Julie: The Story of A Fugitive on the Run

By Natalie Movshovych
    Julie directed by Alba González de Molina Julie directed by Alba González de Molina

    Canarian Spanish director Alba González de Molina presented her debut feature Julie at the 32nd Warsaw International Film Festival in the 1–2 Competition for first and second features. It is an engaging escapism story set in a real ecovillage. 

    A young French girl with nothing but matryoshka dolls in her backpack leaves Madrid for a little remote village with a consensual social structure. Skipping a long selection process, she soon gets appointed as an assistant to a local teacher and develops a strong relationship with several commune members. But no one knows who this enigmatic women is, where she came from and what for. As the story unfolds, it becomes clear that the protagonist herself hasn't the slightest conception of this either. Julie seems not only to be unable to face her demons, but can’t even look her partner in the eye when having a fight. She's hurt and tortured, desperately willing to live freely and love unconditionally but possessing no knowledge of these things or relevant experience.

    The story takes place in an actual ecovillage located in the Leon region of El Bierzo, founded by a group of people 25 years ago, where they continue to live and encourage newcomers to join their community. The commune practises an idealistic philosophy, based on the assumption that everyone behaves ethically, while striving for harmony with nature - planting trees in the memory of the deceased and giving birth underwater. What seemed at first like a perfect utopian society with brave individuals, who have found their path in life, becomes demystified, revealing that conventional institutions like the police and medical care haven't become obsolete when it comes to domestic violence or existential concerns.

    While communicating the idea that one can escape everything but oneself and letting go of your paternal heritage without establishing your identity won't take you far, Julie brings out our most daring inner impulses. It also makes us wonder whether you can really start afresh honestly without reflecting on your past.

    The audience should definitely hand it to the director for casting Marine Discazeaux as the lead.

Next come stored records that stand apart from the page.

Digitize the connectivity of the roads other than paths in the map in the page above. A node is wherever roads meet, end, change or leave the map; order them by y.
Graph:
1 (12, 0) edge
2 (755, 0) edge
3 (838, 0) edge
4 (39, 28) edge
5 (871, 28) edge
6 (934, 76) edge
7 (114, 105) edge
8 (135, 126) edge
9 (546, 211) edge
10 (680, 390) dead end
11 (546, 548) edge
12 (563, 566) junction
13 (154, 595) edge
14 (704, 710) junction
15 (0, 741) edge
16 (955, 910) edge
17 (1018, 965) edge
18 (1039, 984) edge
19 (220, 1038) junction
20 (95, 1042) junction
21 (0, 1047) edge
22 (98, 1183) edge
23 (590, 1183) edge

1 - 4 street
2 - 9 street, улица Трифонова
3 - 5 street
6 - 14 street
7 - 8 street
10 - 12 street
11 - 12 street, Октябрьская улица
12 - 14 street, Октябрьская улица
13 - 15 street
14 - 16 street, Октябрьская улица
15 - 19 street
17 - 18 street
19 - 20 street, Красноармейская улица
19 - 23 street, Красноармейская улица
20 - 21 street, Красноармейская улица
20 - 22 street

Marine, who González de Molina spotted by chance in a bar, is a natural and suits the depicted environment perfectly with her vague look, fiery locks and anxious hand-rubbing. Praise for a convincing presence is also due to professional actor Silvia Maya. She plays Victoria, a strong-willed school teacher who eventually becomes romantically involved with Julie.

    With its focus on back-to-nature parenting Julie is reminiscent of one of this year’s most warm-hearted movies, Matt Ross' Captain Fantastic. But it struggles to deliver full-fledged characters and depth to its portrayal of a ‘promised land' social order. At some point the director loses focus trying to cover all the pressing issues of modern western society from identity search to female leadership, resulting in the film leaving an aftertaste akin to an English trifle with a layer of beef and beans: all taste good separately, but combined are too much to digest at once.

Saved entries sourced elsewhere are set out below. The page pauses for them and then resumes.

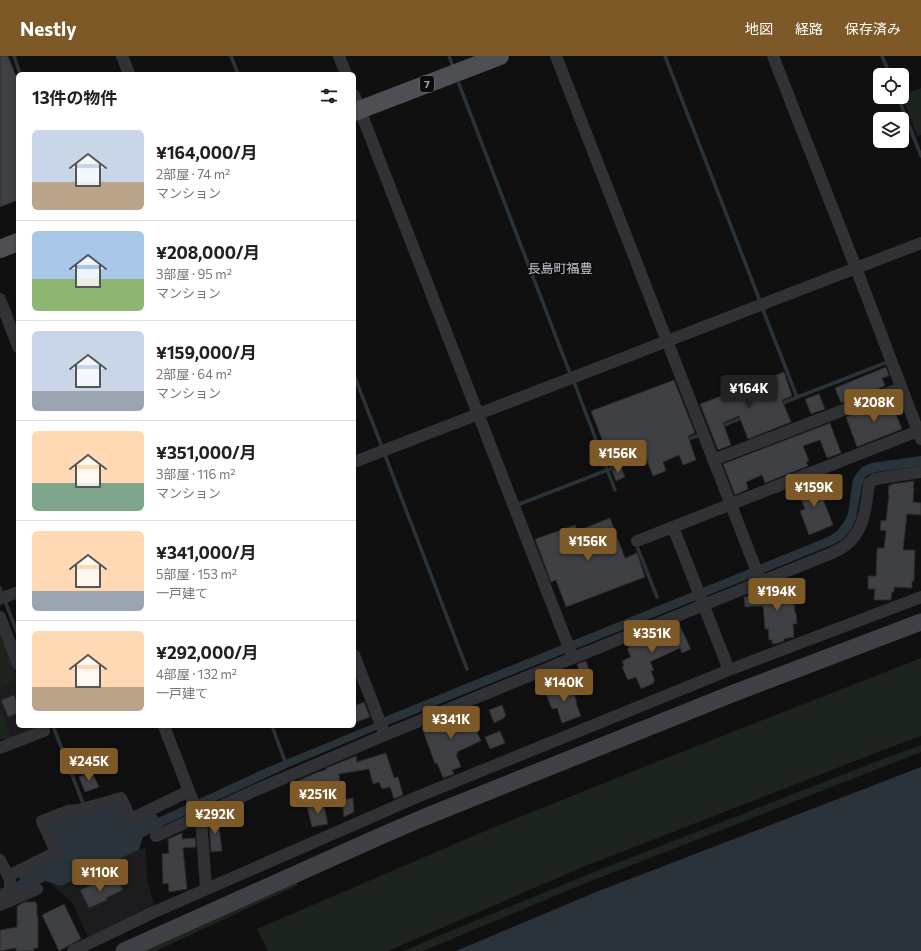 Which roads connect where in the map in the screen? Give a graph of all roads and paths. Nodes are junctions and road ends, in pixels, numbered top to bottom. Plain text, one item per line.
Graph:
1 (122, 56) edge
2 (339, 56) edge
3 (500, 56) edge
4 (556, 56) edge
5 (773, 56) edge
6 (128, 72) edge
7 (345, 72) edge
8 (356, 106) edge
9 (16, 243) edge
10 (921, 243) edge
11 (0, 249) edge
12 (856, 268) junction
13 (0, 299) edge
14 (667, 341) junction
15 (16, 342) edge
16 (901, 388) junction
17 (478, 414) junction
18 (920, 435) edge
19 (713, 460) junction
20 (356, 461) edge
21 (921, 472) edge
22 (730, 504) junction
23 (673, 527) junction
24 (637, 541) dead end
25 (760, 580) junction
26 (921, 597) edge
27 (703, 604) junction
28 (0, 617) edge
29 (921, 622) edge
30 (572, 656) junction
31 (16, 659) edge
32 (356, 660) edge
33 (729, 670) junction
34 (43, 728) edge
35 (165, 728) edge
36 (384, 734) junction
37 (0, 748) edge
38 (191, 795) junction
39 (199, 814) junction
40 (156, 836) dead end
41 (0, 860) edge
42 (9, 877) junction
43 (37, 889) dead end
44 (206, 889) junction
45 (6, 902) edge
46 (73, 951) edge
47 (124, 951) edge

1 - 6 street
2 - 7 street
3 - 8 main road, 7
4 - 14 street
5 - 12 street
8 - 17 street
9 - 11 main road
10 - 12 street
12 - 14 street
12 - 16 street
13 - 15 street
14 - 17 street
14 - 19 street
16 - 18 street
16 - 19 street
17 - 20 street
17 - 30 street
18 - 22 street
19 - 22 street
21 - 25 street
22 - 23 street
22 - 25 street
23 - 24 street
23 - 27 street
25 - 27 street
26 - 33 street
27 - 30 street
27 - 33 street
28 - 31 street
29 - 47 street
30 - 36 street
32 - 36 street
33 - 44 street
34 - 37 street
35 - 38 street
36 - 39 street
38 - 39 street
38 - 42 street
39 - 40 street
39 - 44 street
41 - 42 street
42 - 45 street
43 - 45 street
44 - 46 street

    Though the script lacks a backbone, graceful cinematography takes us to a rendezvous with mesmerizing nature, accompanied by a deeply calming and dreamy score by Spanish composer Bel Bee Bee. The mountain landscape is infused with free spirit and a hope of deliverance that quickly generates a genuine desire to leave everything behind and find quiet refuge in a hidden forest.

    Julie was produced by Mariano Baratech. Silvia Iturbe is in charge of the international sales. The film was made with exclusively private funding and using 80% solar energy, which perfectly illustrates the director's ideology.